LOS EDFICIOS DE AMIO NO SON TRASLADABLES
El empresario lucense Raúl López sin apenas tiempo para poner al día las obligaciones de la concesión administrativa y diseñar el futuro, comenzó a recibir amenazas de representantes del ayuntamiento de Santiago desde los medios de comunicación. Aún a costa de desprestigiar un servicio municipal y sembrar dudas sobre el cumplimiento de la normativa europea del recinto.

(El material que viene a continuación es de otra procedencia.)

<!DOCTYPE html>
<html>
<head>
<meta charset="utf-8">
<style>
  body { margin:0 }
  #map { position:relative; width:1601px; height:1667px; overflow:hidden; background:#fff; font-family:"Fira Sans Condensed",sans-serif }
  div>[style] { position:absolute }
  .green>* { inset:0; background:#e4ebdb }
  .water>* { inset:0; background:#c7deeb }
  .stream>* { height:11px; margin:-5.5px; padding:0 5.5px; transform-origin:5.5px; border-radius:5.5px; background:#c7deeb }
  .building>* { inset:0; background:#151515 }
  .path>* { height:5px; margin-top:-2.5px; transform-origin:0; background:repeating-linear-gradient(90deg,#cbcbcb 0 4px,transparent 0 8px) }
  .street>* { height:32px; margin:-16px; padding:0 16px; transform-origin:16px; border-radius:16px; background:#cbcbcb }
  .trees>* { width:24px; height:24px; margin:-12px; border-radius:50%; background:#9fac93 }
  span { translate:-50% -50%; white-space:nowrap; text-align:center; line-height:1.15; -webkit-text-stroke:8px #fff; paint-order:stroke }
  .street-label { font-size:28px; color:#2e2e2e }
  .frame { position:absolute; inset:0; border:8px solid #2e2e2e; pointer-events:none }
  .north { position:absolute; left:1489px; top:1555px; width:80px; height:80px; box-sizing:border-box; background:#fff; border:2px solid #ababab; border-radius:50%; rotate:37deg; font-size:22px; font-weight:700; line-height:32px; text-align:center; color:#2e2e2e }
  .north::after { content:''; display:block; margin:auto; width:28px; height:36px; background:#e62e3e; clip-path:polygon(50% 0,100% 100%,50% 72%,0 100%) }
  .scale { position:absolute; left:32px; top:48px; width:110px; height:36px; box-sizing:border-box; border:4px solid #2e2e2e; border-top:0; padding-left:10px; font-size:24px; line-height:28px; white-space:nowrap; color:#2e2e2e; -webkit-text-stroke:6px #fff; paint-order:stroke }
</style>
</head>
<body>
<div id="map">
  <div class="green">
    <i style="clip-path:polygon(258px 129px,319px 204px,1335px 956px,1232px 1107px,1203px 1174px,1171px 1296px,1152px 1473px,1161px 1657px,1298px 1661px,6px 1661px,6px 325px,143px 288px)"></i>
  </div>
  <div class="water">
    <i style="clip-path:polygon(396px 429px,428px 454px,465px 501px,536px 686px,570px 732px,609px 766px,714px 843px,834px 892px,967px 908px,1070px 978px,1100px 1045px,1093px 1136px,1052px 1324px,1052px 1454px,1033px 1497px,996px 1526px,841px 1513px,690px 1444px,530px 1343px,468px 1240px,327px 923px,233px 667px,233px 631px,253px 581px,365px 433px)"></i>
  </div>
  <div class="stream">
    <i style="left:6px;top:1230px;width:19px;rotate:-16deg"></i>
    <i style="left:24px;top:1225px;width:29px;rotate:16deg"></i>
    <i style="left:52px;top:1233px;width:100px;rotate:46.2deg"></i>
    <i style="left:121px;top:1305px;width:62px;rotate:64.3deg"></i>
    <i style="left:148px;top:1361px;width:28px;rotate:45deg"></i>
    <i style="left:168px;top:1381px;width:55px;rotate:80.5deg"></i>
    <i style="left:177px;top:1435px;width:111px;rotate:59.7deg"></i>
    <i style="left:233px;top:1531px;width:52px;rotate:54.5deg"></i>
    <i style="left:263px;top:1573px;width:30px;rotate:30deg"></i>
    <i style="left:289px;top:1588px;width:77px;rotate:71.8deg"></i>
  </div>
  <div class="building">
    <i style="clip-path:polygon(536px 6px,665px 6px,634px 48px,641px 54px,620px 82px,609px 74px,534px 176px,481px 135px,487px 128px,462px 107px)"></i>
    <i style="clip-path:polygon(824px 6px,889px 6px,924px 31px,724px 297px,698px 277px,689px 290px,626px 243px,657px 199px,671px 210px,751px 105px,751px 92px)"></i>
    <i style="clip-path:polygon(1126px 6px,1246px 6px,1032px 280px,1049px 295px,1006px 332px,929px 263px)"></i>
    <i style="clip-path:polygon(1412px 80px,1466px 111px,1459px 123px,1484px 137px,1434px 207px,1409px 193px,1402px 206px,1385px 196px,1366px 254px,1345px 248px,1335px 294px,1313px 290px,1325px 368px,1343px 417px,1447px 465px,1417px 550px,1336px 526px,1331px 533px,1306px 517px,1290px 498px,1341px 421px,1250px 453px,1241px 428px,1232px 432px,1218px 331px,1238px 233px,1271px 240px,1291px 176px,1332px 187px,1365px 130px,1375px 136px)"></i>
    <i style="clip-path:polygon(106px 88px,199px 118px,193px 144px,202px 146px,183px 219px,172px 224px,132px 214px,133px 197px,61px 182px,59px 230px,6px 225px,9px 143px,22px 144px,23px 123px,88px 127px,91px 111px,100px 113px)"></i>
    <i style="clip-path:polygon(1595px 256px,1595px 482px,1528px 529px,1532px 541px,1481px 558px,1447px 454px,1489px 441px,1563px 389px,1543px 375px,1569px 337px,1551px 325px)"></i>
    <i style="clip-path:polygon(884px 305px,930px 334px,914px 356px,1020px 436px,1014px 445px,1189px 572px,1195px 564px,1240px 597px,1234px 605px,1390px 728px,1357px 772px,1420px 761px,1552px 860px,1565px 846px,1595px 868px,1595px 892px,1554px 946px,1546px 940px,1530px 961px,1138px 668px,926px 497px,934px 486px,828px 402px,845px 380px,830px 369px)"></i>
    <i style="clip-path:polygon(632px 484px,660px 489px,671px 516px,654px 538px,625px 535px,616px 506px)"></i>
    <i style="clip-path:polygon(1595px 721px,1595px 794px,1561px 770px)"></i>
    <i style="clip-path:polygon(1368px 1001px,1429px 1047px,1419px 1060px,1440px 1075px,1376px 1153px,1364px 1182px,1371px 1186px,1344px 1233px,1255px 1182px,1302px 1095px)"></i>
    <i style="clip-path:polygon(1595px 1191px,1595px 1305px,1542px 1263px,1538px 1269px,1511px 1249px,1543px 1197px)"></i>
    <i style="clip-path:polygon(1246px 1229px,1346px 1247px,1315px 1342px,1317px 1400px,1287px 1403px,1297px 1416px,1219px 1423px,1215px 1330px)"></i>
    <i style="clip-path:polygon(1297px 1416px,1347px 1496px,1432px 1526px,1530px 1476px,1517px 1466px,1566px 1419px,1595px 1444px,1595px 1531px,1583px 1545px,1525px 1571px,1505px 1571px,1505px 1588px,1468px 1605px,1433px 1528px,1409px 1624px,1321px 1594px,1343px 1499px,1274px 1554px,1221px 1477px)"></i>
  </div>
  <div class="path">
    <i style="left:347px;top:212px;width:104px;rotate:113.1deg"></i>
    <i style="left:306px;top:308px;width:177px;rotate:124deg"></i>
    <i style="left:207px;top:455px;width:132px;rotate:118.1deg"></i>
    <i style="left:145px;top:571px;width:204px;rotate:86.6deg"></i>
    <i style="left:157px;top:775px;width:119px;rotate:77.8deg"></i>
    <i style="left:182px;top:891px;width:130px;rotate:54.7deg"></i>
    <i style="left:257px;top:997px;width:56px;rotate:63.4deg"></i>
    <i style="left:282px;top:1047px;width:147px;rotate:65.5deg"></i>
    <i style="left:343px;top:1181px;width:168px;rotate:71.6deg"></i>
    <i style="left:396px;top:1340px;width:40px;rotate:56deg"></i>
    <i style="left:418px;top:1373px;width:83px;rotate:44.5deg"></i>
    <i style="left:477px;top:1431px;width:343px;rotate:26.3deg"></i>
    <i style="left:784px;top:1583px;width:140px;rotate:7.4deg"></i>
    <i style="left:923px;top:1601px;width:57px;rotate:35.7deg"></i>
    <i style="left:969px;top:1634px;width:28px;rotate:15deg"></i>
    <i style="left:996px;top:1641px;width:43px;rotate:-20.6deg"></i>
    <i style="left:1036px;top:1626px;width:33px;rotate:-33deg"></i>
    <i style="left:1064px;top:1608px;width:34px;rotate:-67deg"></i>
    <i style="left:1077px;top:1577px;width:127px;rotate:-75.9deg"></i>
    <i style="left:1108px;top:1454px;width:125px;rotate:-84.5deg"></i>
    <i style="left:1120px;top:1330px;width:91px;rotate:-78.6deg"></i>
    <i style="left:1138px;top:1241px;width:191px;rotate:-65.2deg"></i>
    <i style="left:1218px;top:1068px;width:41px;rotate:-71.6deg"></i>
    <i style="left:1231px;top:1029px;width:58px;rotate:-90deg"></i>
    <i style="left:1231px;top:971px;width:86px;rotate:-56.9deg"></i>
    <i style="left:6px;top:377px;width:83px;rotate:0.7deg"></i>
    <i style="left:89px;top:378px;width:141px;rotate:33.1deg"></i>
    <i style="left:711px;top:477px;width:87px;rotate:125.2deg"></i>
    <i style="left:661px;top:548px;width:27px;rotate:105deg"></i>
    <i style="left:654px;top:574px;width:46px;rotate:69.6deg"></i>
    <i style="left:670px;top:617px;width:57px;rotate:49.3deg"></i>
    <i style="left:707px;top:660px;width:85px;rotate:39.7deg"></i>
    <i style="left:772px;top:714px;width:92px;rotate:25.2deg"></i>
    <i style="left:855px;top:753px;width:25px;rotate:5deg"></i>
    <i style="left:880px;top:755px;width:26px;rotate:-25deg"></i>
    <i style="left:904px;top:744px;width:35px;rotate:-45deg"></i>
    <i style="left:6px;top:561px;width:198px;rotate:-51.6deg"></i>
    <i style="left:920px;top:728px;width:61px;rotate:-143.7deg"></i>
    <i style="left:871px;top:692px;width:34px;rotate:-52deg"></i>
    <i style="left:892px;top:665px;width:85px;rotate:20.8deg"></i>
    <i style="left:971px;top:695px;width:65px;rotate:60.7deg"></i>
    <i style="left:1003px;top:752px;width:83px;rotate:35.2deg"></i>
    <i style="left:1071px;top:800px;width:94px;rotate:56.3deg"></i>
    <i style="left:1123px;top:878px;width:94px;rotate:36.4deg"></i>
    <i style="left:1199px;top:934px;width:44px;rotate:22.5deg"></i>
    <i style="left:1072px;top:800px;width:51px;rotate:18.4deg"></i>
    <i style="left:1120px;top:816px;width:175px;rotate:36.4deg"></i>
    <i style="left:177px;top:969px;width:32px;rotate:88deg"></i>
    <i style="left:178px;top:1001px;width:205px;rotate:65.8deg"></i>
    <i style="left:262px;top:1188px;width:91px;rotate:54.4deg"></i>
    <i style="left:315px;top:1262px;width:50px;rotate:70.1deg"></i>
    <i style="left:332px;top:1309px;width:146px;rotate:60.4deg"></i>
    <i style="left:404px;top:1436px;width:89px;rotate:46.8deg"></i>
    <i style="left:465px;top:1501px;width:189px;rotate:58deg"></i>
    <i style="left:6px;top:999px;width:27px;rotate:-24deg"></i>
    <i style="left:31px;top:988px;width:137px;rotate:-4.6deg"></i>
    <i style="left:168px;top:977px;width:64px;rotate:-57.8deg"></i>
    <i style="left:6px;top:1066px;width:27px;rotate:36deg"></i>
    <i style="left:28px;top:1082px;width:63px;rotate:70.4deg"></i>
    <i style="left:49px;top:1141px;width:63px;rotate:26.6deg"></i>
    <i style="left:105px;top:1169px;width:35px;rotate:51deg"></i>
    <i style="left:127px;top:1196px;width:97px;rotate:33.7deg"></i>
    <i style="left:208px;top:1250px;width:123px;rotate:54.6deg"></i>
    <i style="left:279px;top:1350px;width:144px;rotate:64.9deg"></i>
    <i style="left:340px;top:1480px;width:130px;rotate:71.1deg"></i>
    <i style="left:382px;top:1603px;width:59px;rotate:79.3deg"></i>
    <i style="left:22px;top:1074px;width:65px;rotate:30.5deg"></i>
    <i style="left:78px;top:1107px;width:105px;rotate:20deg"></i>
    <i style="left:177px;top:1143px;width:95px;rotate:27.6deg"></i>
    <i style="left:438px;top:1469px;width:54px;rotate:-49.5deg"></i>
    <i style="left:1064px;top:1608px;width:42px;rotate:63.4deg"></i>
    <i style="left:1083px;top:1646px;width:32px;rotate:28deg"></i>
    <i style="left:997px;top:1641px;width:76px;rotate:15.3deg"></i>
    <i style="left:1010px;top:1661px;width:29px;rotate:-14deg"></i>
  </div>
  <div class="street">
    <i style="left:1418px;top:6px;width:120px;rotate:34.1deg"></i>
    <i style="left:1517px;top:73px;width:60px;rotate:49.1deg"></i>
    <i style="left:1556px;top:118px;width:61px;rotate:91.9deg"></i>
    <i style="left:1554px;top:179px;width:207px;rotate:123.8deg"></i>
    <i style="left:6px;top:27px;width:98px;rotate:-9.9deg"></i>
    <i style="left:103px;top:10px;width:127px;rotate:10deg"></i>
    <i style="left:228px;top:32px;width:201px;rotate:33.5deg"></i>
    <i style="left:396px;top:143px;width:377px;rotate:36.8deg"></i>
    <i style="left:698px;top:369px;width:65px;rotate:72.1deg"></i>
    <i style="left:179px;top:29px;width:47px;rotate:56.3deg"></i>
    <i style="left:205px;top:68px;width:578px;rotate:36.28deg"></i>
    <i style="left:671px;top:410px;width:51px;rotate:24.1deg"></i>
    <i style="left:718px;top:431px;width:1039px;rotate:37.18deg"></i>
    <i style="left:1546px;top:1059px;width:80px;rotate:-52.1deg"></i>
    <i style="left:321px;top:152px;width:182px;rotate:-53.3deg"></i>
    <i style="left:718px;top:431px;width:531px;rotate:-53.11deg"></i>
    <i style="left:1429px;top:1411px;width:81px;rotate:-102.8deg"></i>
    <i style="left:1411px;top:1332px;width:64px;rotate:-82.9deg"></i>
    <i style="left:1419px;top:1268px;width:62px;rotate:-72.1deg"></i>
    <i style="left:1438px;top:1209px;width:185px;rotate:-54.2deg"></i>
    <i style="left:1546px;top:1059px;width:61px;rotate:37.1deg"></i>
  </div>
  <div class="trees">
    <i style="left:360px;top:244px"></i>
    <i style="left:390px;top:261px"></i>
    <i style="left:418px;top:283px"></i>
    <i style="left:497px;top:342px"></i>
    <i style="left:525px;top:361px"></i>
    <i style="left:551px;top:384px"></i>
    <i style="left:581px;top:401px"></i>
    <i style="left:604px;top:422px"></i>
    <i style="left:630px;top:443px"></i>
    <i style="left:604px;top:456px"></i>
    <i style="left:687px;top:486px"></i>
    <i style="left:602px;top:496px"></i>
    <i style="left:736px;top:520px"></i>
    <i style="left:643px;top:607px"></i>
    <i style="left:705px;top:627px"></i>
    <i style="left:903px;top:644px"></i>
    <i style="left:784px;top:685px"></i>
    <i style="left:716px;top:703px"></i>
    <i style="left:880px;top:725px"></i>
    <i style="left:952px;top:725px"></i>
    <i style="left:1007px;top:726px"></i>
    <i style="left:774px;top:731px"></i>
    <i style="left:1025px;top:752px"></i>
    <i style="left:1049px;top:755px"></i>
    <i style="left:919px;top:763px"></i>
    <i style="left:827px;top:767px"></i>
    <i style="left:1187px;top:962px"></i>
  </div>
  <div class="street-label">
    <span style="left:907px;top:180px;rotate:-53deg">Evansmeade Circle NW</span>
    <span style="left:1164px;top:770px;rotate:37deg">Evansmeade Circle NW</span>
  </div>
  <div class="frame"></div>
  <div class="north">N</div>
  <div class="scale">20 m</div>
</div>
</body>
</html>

Pero, ¿qué daño le hace al alcalde Conde Roa, a la edila Reyes Leis o al conselleiro Rueda el mercado ganadero de Amio? Una tropa del Partido Popular con mando en muchas plazas pretende borrar la histórica feria de Santiago para salvar el cuerpo muerto de Silleda. ¡Qué ilusos! A la operación le dicen “trasladar”, que para el diccionario de la RAE es “llevar a alguien o algo de un lugar a otro”. ¿Qué es lo que van a llevar para Silleda? ¿Acaso los arcos triarticulados de madera laminada del recinto de Amio? ¿O el anillo de subastas, que ni siquiera se estrenó? ¿O las pilastras de cimentación? ¿Acaso las resinas epoxídicas que dan calidad antideslizante al pavimento? ¿Tal vez la instalación de lavado y desinfección de vehículos? O sea, no van a trasladar nada. Pero pueden protagonizar una cacicada. No obstante, a día de hoy, en la web del concello de Santiago se puede leer: “O Mercado Nacional de Gando de Santiago, que é o mercado de maior peso económico de Galicia e España e un centro de referencia para Europa no sector... O Concello de Santiago ten modernizado as súas instalacións e o seu modo de funcionamento para adaptalos ás novas demandas, de tal xeito que poida seguir mantendo a súa situación privilexiada”. Y también está esto otro, que es una gran mentira: “Amio é un punto de desenvolvemento de feiras de referencia a nivel autonómico como xa ocorre con Expovivenda. O Concello mantivo unha liña de axudas dirixidas a promover a celebración deste tipo de actividades co obxectivo de potenciar o recinto e convertelo nun punto de referencia non so en Galicia, senón tamén en España e Europa”. Son unos pipiolos.